── SOURCE MATERIAL
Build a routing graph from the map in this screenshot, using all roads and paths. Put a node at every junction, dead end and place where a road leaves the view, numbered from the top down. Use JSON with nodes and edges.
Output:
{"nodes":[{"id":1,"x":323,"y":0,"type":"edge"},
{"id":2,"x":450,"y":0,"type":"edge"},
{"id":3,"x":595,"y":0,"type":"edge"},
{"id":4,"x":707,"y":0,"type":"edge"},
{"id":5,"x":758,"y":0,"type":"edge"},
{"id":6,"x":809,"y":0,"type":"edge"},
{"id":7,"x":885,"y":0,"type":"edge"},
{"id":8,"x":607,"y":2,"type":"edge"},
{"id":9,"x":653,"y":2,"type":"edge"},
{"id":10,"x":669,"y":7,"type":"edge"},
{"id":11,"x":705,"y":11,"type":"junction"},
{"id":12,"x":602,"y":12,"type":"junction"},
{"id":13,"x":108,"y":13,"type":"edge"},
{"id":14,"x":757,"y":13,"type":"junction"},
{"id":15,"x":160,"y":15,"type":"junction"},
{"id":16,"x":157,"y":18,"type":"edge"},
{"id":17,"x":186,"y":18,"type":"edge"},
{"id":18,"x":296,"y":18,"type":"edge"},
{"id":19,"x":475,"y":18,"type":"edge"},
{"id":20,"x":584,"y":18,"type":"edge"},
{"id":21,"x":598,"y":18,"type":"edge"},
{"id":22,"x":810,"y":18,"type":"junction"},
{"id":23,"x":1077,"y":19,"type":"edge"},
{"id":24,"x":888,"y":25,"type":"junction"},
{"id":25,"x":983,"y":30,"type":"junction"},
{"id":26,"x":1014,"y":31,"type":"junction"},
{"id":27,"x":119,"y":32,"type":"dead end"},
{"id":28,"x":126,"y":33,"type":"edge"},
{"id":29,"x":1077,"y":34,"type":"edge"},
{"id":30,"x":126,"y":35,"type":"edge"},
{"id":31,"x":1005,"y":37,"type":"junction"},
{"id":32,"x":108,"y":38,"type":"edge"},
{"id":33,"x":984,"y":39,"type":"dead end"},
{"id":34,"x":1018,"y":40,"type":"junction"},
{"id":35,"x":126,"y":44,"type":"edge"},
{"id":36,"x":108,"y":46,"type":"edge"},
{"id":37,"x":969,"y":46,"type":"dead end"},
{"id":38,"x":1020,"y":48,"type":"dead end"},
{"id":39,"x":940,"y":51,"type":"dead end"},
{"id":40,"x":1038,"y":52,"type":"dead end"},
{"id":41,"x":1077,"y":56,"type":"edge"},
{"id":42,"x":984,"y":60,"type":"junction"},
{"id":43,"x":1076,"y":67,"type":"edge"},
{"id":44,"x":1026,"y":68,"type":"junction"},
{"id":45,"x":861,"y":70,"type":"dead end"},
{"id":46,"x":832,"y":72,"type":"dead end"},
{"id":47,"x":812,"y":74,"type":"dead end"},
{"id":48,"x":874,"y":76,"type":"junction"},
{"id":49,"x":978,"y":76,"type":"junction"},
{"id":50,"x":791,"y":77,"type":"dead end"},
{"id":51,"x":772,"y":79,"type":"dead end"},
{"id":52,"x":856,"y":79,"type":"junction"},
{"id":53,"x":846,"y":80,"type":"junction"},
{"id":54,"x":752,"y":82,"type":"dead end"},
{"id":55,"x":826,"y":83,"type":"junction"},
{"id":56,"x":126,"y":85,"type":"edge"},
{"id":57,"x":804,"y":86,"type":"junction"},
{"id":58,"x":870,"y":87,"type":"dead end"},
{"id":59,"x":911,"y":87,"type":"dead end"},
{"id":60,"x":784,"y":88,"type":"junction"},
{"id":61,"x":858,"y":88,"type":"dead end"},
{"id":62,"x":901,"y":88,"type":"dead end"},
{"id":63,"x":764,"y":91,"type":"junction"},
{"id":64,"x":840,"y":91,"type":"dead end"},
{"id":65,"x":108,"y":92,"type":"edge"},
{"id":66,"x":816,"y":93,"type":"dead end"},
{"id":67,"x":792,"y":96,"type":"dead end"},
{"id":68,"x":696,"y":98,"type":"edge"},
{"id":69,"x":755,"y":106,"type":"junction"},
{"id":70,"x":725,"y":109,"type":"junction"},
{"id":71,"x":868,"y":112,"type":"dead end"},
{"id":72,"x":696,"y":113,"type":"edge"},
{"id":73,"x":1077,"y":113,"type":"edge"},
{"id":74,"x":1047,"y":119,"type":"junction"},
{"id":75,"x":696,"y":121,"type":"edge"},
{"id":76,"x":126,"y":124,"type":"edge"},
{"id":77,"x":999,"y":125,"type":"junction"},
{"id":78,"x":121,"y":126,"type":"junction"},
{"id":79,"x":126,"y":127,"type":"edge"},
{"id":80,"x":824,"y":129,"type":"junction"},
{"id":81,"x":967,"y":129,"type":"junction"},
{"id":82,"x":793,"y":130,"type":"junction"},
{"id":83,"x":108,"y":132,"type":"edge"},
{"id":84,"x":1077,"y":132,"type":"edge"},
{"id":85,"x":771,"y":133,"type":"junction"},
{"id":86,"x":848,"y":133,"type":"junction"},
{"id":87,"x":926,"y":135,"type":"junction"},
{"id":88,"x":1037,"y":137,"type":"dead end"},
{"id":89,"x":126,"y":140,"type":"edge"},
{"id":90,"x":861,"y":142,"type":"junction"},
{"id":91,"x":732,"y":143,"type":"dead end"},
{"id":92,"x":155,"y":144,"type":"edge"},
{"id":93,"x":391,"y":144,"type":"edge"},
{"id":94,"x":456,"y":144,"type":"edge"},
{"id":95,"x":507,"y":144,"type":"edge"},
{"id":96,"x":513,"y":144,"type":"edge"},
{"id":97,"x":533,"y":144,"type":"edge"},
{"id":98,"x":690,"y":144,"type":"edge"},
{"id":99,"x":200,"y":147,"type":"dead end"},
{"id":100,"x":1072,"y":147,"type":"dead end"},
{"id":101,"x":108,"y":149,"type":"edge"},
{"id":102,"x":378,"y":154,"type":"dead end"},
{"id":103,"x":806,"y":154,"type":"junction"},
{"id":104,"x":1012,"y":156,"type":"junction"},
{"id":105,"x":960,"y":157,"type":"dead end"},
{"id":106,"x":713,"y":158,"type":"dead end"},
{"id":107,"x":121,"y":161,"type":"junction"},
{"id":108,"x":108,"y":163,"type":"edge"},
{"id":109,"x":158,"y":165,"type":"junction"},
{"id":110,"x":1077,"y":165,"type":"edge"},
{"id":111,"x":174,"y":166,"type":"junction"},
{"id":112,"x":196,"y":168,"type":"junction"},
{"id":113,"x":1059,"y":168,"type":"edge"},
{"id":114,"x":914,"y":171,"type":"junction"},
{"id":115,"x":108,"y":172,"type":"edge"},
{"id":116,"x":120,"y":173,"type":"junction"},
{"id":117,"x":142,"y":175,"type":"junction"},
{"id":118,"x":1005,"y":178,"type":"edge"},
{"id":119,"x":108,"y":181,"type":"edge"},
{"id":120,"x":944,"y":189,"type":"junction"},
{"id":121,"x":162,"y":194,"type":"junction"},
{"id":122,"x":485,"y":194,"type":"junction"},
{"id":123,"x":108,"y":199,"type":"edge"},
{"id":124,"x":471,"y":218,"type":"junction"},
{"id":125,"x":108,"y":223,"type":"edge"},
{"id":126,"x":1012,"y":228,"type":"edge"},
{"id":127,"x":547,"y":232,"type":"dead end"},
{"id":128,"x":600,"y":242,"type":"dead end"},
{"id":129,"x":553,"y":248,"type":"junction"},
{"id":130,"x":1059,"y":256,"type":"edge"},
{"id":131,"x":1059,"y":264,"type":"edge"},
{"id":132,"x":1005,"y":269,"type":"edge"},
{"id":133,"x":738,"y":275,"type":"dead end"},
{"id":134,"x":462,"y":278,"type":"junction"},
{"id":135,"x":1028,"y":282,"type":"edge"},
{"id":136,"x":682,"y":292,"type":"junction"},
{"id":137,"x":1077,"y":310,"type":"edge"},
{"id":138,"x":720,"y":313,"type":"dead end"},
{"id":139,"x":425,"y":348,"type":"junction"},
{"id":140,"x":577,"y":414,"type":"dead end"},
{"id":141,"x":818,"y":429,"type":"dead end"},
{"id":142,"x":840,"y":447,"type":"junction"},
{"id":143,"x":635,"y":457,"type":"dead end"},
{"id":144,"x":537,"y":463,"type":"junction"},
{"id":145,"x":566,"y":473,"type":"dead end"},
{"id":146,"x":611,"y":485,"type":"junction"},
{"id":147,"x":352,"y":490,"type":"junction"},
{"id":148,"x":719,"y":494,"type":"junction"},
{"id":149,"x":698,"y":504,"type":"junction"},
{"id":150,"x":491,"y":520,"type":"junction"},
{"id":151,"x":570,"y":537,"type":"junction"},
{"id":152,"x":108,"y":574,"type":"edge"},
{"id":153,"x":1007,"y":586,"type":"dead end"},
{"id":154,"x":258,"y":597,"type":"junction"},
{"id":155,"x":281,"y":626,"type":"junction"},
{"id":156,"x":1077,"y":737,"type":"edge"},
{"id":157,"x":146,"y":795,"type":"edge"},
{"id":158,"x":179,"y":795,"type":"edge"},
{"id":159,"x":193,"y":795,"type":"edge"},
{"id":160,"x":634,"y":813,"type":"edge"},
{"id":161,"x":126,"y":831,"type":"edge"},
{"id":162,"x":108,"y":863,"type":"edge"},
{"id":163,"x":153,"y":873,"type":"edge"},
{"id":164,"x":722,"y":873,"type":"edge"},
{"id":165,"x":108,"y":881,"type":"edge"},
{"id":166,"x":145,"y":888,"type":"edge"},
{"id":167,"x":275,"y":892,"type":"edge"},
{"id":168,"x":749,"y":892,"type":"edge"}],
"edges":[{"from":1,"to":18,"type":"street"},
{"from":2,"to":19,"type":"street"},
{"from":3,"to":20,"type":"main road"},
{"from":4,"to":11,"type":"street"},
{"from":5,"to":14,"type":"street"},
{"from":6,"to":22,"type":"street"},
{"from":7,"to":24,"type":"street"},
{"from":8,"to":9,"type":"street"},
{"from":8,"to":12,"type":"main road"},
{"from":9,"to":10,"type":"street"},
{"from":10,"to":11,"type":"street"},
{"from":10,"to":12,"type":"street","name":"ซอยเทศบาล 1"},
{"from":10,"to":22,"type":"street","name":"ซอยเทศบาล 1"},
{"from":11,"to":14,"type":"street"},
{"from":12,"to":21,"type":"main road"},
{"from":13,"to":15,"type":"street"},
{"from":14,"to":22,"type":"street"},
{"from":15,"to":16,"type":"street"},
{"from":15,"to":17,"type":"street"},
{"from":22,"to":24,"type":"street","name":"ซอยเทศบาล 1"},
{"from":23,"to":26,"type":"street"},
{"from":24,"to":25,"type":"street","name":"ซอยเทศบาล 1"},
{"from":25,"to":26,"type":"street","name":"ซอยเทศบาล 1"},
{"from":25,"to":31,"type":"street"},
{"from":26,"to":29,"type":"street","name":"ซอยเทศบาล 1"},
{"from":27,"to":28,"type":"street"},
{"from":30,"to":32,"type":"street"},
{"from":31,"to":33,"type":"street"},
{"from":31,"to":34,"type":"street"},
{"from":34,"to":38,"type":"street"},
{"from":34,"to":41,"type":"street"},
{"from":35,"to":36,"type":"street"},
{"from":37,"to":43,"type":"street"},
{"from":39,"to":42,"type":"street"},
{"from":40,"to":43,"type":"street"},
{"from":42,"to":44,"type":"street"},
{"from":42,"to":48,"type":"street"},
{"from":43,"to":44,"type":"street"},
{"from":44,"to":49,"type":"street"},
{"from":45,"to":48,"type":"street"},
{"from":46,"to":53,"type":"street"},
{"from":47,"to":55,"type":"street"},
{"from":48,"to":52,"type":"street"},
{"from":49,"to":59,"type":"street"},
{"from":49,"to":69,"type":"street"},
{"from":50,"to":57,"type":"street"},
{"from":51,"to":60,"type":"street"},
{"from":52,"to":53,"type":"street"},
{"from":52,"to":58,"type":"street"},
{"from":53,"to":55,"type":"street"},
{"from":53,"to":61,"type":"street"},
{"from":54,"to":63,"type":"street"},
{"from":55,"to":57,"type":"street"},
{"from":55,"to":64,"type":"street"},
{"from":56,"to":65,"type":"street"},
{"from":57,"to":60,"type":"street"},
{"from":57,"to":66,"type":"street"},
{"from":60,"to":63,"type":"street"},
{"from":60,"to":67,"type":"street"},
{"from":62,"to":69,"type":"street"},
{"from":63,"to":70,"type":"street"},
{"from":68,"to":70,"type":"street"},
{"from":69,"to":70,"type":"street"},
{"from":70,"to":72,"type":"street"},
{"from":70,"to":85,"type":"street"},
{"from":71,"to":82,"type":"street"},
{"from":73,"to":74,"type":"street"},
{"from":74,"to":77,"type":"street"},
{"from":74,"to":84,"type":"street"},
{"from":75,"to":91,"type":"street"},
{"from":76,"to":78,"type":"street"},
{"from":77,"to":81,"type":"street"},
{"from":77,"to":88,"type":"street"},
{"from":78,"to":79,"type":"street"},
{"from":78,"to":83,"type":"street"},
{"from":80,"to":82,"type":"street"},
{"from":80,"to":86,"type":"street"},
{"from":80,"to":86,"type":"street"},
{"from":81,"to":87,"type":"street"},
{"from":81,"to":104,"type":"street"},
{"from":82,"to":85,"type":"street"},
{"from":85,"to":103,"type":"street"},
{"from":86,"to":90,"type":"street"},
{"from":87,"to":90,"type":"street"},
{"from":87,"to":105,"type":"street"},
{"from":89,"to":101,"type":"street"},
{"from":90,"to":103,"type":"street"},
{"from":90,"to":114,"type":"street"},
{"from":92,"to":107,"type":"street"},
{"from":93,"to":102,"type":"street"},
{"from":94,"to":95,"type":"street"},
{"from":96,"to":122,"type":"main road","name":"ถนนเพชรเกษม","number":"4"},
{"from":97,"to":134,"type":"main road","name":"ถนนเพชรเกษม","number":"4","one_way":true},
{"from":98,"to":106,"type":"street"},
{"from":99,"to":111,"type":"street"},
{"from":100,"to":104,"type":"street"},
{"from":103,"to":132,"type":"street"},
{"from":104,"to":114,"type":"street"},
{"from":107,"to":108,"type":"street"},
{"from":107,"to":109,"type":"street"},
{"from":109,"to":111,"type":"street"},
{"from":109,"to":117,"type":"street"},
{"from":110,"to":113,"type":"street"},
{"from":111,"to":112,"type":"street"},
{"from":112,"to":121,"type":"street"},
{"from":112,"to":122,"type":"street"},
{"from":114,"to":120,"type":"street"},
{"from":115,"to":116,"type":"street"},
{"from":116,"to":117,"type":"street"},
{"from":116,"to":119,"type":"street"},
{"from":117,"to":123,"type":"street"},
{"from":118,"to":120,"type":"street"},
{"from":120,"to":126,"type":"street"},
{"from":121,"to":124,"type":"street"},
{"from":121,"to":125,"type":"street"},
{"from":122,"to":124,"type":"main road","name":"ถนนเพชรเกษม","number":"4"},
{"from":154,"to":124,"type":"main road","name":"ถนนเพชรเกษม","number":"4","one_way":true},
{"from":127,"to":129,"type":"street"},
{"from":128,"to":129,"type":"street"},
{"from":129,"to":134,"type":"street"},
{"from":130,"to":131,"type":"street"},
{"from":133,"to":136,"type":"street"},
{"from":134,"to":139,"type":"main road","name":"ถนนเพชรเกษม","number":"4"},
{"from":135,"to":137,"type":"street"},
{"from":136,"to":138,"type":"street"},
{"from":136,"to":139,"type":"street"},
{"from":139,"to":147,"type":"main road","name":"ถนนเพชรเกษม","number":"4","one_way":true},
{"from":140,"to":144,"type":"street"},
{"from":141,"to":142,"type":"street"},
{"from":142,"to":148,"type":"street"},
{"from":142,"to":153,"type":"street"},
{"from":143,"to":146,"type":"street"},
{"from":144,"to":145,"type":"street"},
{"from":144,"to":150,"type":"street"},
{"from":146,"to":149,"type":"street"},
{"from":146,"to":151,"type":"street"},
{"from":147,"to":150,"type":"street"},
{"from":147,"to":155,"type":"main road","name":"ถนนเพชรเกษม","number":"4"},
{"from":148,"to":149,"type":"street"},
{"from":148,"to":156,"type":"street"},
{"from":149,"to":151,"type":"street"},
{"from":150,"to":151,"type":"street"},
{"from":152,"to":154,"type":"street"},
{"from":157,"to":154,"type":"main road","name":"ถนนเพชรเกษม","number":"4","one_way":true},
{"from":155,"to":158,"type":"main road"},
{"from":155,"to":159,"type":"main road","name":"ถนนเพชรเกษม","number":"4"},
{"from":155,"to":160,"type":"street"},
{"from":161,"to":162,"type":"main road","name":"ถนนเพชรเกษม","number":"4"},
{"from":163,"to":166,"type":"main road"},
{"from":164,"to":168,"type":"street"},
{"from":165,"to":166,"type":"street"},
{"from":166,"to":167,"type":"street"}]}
────
• [WHAT IS BEING ASKED] Return every line from the entries that holds the string "edges".

• [ANSWER SPACE]
Build a routing graph from the map in this screenshot, using all roads and paths. Put a node at every junction, dead end and place where a road leaves the view, numbered from the top down. Use JSON with nodes and edges.
"edges":[{"from":1,"to":18,"type":"street"},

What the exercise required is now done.